Supplied records section start

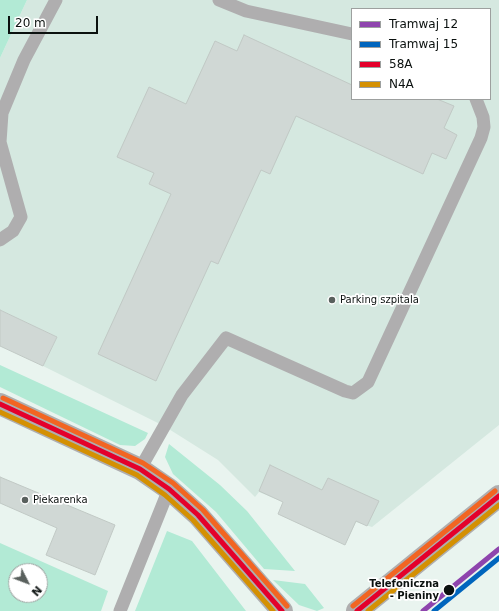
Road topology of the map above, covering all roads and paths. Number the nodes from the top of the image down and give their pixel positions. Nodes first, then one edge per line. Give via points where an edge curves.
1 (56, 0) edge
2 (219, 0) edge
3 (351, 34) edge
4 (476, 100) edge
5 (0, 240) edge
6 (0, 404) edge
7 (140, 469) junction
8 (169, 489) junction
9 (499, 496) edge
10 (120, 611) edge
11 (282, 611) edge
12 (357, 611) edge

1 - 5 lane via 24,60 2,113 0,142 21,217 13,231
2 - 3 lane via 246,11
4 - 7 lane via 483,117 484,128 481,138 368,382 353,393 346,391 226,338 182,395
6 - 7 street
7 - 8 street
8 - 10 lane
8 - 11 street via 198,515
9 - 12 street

Supplied records section end

Directions for this task:
Write out each entry exactly as given, omitting any picture.

Written response:
Road topology of the map above, covering all roads and paths. Number the nodes from the top of the image down and give their pixel positions. Nodes first, then one edge per line. Give via points where an edge curves.
1 (56, 0) edge
2 (219, 0) edge
3 (351, 34) edge
4 (476, 100) edge
5 (0, 240) edge
6 (0, 404) edge
7 (140, 469) junction
8 (169, 489) junction
9 (499, 496) edge
10 (120, 611) edge
11 (282, 611) edge
12 (357, 611) edge

1 - 5 lane via 24,60 2,113 0,142 21,217 13,231
2 - 3 lane via 246,11
4 - 7 lane via 483,117 484,128 481,138 368,382 353,393 346,391 226,338 182,395
6 - 7 street
7 - 8 street
8 - 10 lane
8 - 11 street via 198,515
9 - 12 street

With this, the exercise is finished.